--- Directions ---
Reproduce, word for word, the lines in the material below starting with the one that has "middle tip: (931, 855)" and going on through the one that has "ring tip: (263, 246)". Leave out all pictures.

--- Supplied records ---

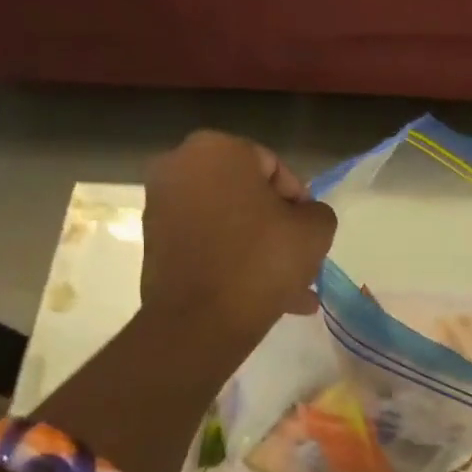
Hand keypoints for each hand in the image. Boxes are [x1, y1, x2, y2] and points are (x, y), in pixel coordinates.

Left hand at [139, 131, 337, 368]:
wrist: (200, 322)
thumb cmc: (261, 260)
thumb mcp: (315, 230)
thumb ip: (317, 211)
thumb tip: (303, 217)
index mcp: (218, 149)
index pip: (275, 168)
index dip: (299, 201)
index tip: (309, 233)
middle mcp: (180, 166)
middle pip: (248, 195)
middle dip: (276, 227)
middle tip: (300, 259)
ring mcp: (161, 205)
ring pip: (228, 222)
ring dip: (259, 248)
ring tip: (291, 288)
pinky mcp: (153, 242)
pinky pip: (207, 243)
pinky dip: (232, 261)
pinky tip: (266, 296)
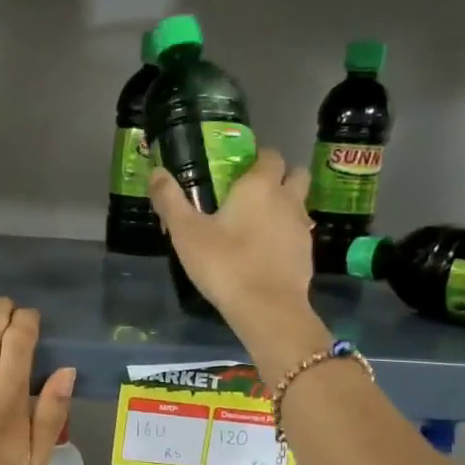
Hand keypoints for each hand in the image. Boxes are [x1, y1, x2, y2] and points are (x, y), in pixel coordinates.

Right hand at [149, 148, 314, 340]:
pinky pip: (297, 234)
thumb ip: (170, 200)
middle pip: (295, 174)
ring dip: (284, 207)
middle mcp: (287, 199)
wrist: (267, 309)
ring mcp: (301, 228)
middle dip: (280, 177)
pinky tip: (265, 254)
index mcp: (259, 186)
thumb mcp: (186, 233)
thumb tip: (157, 172)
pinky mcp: (306, 255)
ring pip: (299, 205)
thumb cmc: (224, 264)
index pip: (269, 155)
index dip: (256, 158)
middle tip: (252, 194)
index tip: (237, 171)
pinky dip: (285, 237)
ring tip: (257, 226)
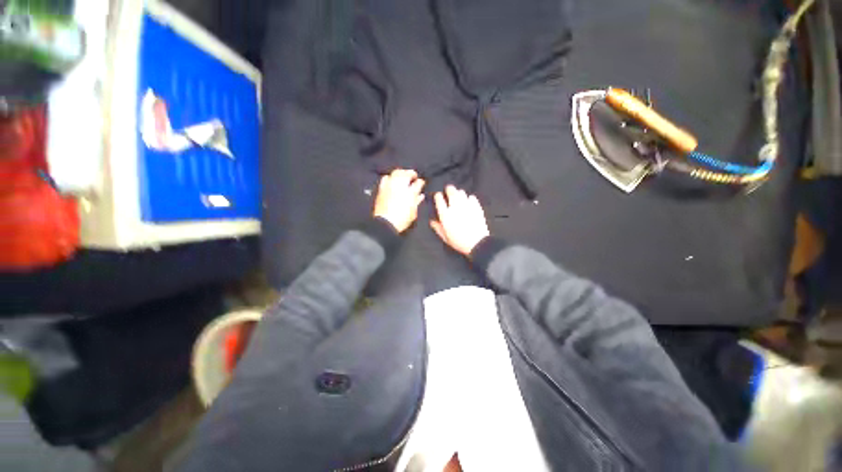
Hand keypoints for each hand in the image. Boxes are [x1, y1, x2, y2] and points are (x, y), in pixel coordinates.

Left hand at [373, 169, 425, 232]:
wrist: (385, 223)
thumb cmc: (402, 220)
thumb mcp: (413, 212)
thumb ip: (417, 201)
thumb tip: (420, 195)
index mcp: (410, 192)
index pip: (418, 183)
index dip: (421, 182)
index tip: (421, 183)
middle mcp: (400, 186)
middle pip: (406, 173)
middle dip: (410, 173)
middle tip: (413, 176)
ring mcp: (390, 186)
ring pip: (396, 173)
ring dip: (400, 173)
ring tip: (403, 176)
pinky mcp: (381, 188)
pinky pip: (385, 178)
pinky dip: (390, 177)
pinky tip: (391, 181)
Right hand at [430, 185, 489, 255]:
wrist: (477, 243)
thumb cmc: (459, 242)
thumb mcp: (445, 237)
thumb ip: (437, 228)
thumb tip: (432, 221)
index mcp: (445, 214)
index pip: (439, 198)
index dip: (438, 196)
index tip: (438, 196)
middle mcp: (455, 207)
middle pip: (451, 191)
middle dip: (448, 189)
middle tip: (448, 190)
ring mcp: (466, 205)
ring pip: (461, 192)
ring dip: (458, 193)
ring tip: (458, 196)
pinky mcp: (476, 206)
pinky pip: (472, 197)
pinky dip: (469, 198)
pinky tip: (468, 202)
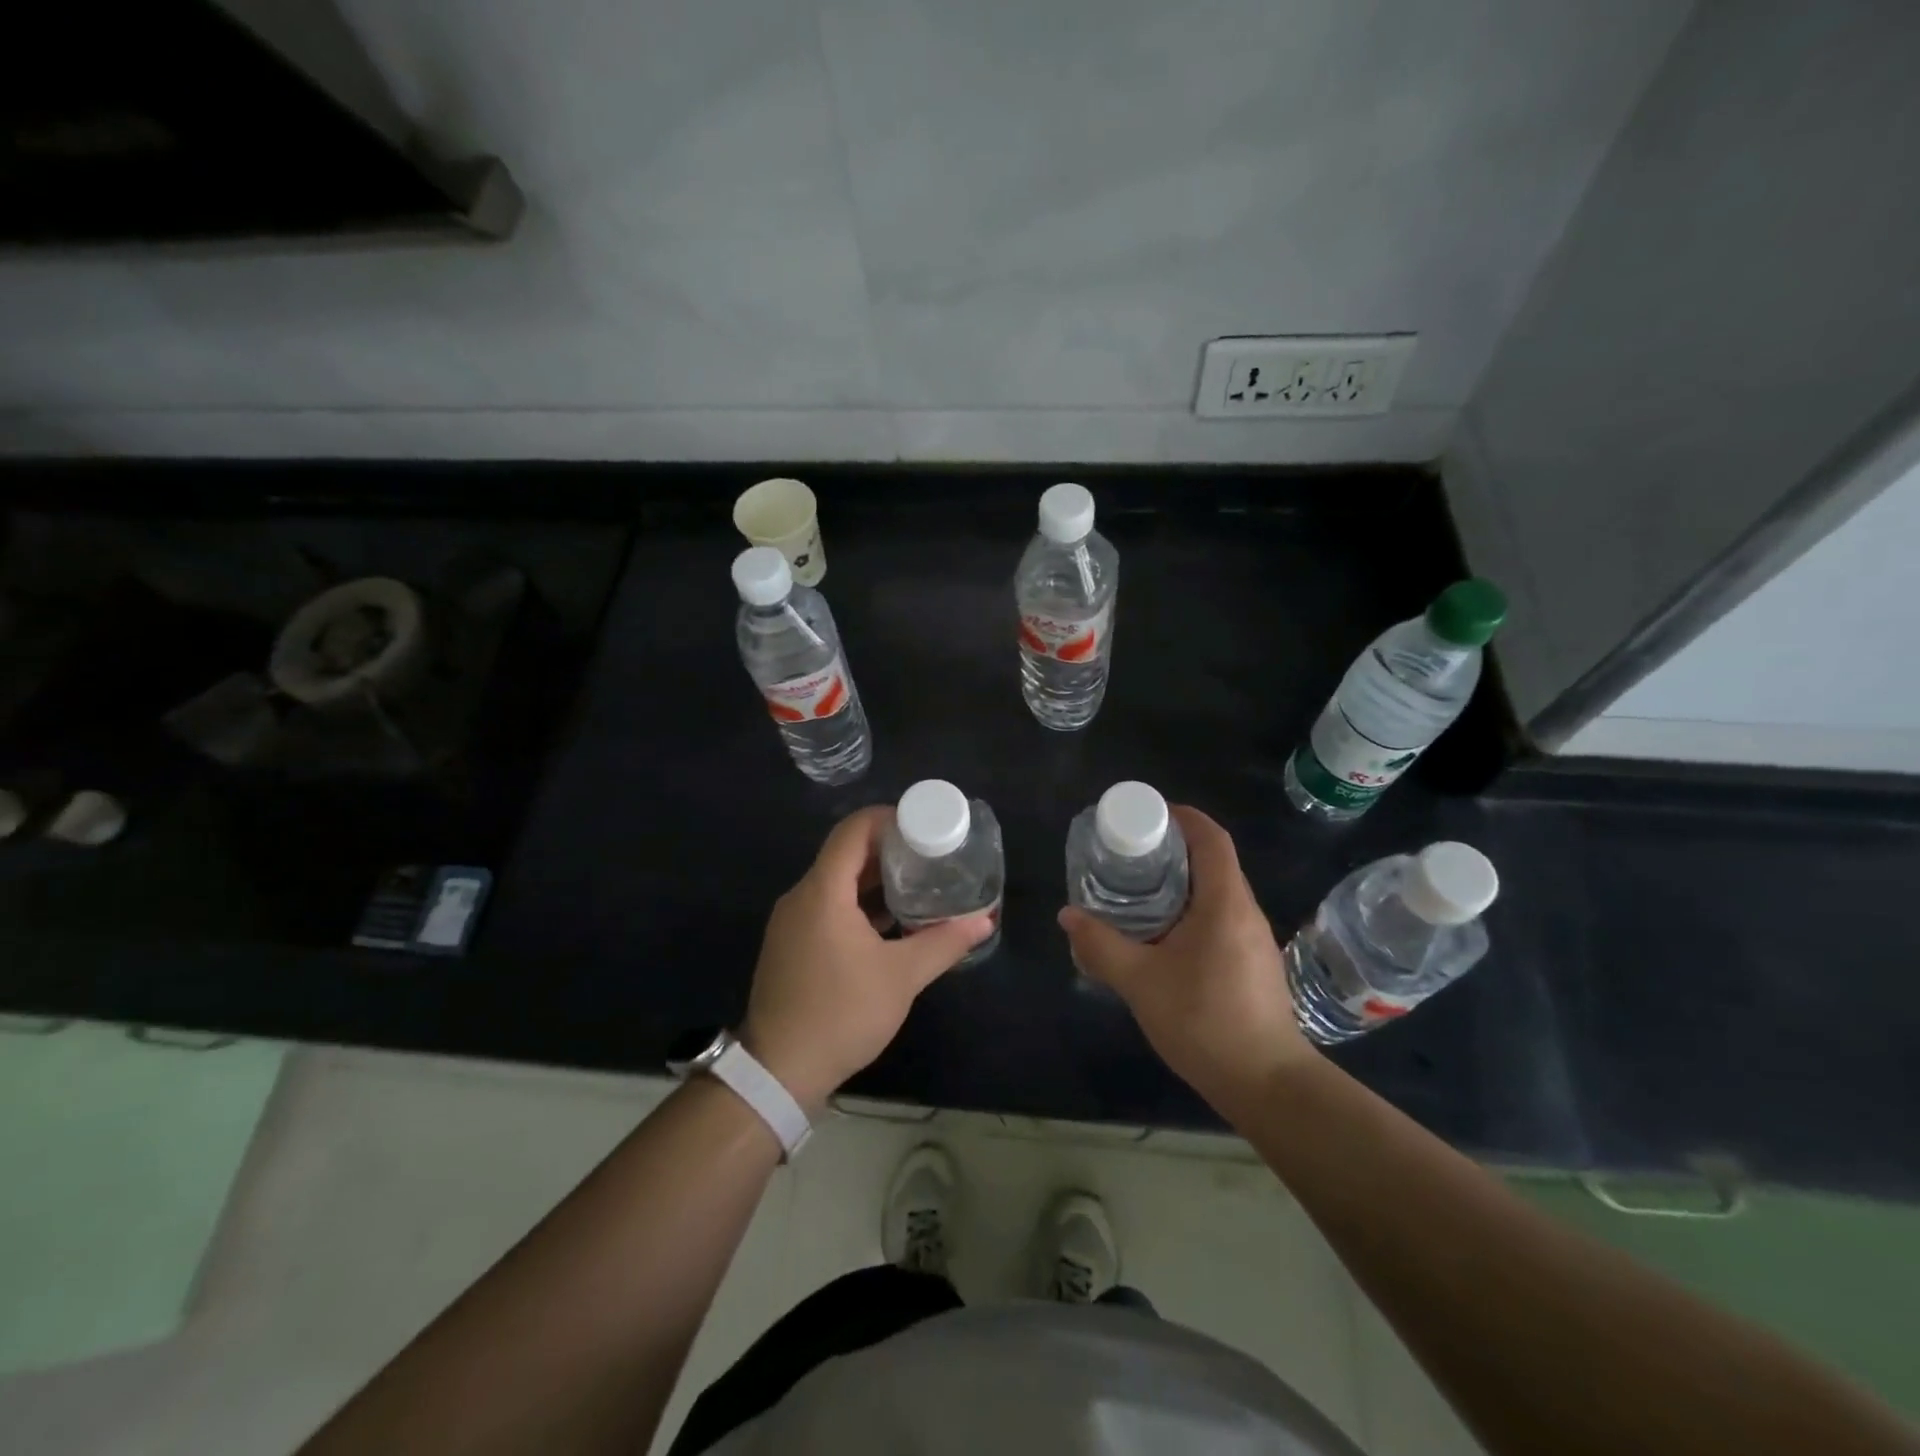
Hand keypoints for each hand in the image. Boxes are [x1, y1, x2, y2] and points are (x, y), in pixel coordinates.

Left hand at [742, 806, 993, 1109]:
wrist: (779, 1071)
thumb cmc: (841, 1013)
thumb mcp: (901, 977)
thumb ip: (944, 943)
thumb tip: (985, 921)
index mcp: (823, 891)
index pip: (854, 830)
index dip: (889, 819)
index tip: (925, 826)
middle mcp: (802, 896)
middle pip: (846, 853)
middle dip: (889, 850)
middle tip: (931, 855)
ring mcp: (792, 921)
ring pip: (837, 882)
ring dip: (875, 879)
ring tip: (919, 884)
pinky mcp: (792, 944)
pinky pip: (828, 906)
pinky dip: (859, 903)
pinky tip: (891, 921)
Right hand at [1059, 805, 1316, 1109]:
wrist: (1267, 1084)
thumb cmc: (1204, 1021)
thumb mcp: (1140, 982)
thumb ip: (1100, 946)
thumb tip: (1068, 916)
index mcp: (1224, 902)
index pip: (1211, 838)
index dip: (1183, 817)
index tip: (1149, 813)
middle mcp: (1245, 911)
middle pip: (1213, 861)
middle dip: (1173, 849)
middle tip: (1130, 853)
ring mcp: (1254, 939)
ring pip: (1216, 892)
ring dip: (1181, 882)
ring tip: (1138, 890)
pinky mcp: (1253, 963)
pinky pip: (1220, 918)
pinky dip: (1190, 910)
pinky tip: (1162, 935)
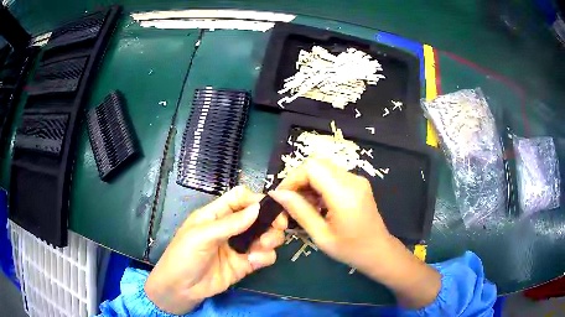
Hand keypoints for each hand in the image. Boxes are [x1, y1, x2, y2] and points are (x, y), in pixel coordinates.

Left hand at [145, 186, 286, 313]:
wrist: (181, 288)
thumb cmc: (184, 256)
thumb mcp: (201, 235)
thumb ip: (230, 223)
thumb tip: (257, 208)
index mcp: (217, 214)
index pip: (240, 198)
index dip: (255, 199)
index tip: (270, 207)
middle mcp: (231, 228)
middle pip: (258, 216)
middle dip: (271, 220)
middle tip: (278, 227)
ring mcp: (239, 246)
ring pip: (265, 235)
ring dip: (271, 239)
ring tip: (263, 246)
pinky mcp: (246, 264)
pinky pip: (264, 256)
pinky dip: (265, 257)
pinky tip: (254, 261)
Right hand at [269, 159, 439, 308]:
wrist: (378, 251)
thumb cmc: (350, 249)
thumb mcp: (321, 235)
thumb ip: (299, 211)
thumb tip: (277, 194)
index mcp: (344, 194)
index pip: (312, 167)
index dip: (292, 178)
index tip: (281, 196)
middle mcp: (352, 180)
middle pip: (317, 164)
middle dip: (298, 180)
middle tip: (289, 202)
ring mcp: (357, 179)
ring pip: (323, 169)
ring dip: (308, 183)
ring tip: (303, 206)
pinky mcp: (357, 183)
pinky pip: (332, 176)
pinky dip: (319, 186)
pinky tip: (316, 204)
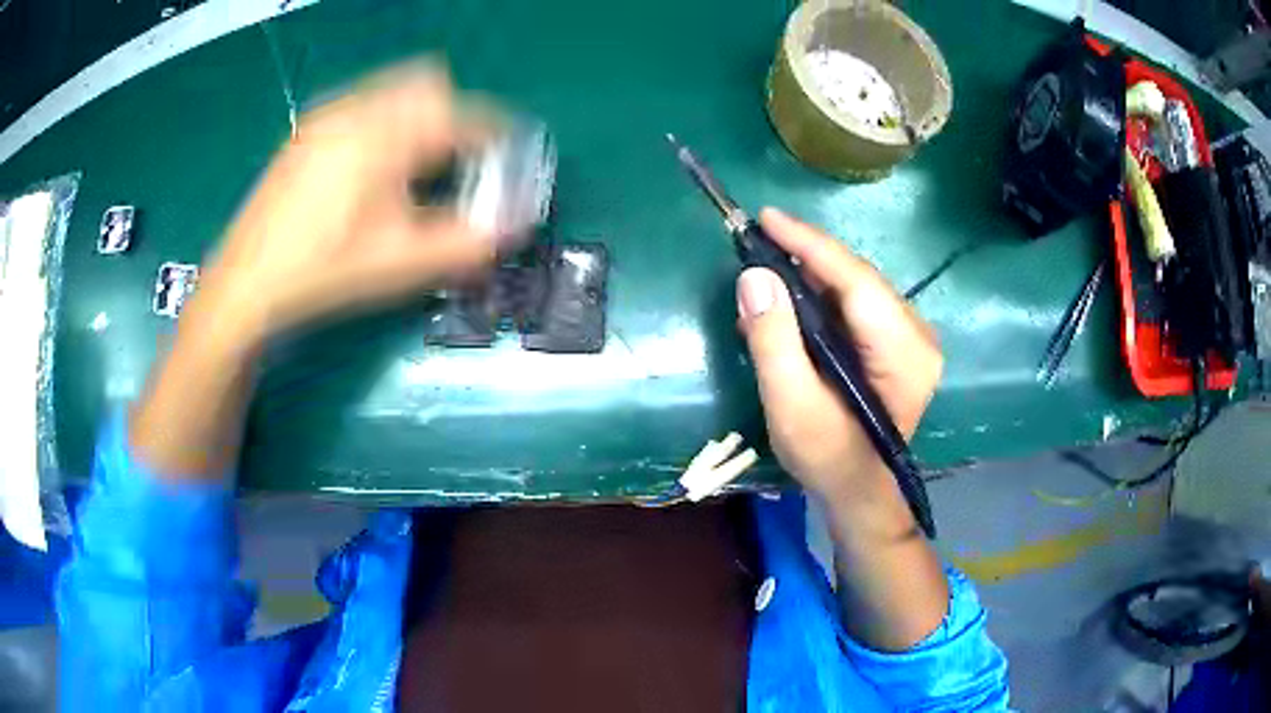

--- Result below ---
middle tip: (931, 855)
ring mcp: (792, 921)
ring pip: (837, 882)
ring dip: (875, 879)
ring tip: (919, 884)
pinky mcp: (792, 944)
pinky pip: (828, 906)
pinky dip: (859, 903)
pinky tip: (891, 921)
Right hand at [1059, 805, 1316, 1109]:
wrist: (1267, 1084)
thumb cmc: (1204, 1021)
thumb mcp: (1140, 982)
thumb ip: (1100, 946)
thumb tip: (1068, 916)
index mcp: (1224, 902)
index pip: (1211, 838)
index dip: (1183, 817)
index tip: (1149, 813)
middle mcp: (1245, 911)
middle pip: (1213, 861)
middle dip: (1173, 849)
middle tip: (1130, 853)
ring mcp: (1254, 939)
ring pip: (1216, 892)
ring dip: (1181, 882)
ring tip: (1138, 890)
pinky mcp: (1253, 963)
pinky pip: (1220, 918)
pinky dip: (1190, 910)
pinky tip: (1162, 935)
Hand keypoints for each hand in the image. Boxes are [x1, y1, x2, y2] and points are (x, y), in pixel coordinates.

Left hand at [145, 186, 286, 313]:
wrist: (181, 288)
thumb cmc: (184, 256)
thumb mcp: (201, 235)
thumb ip: (230, 223)
thumb tip: (257, 208)
index mcp: (217, 214)
index pip: (240, 198)
index dip: (255, 199)
index tip: (270, 207)
middle mcp: (231, 228)
middle pip: (258, 216)
middle dip: (271, 220)
middle tip: (278, 227)
ring mcp: (239, 246)
ring pip: (265, 235)
ring dip: (271, 239)
ring tip: (263, 246)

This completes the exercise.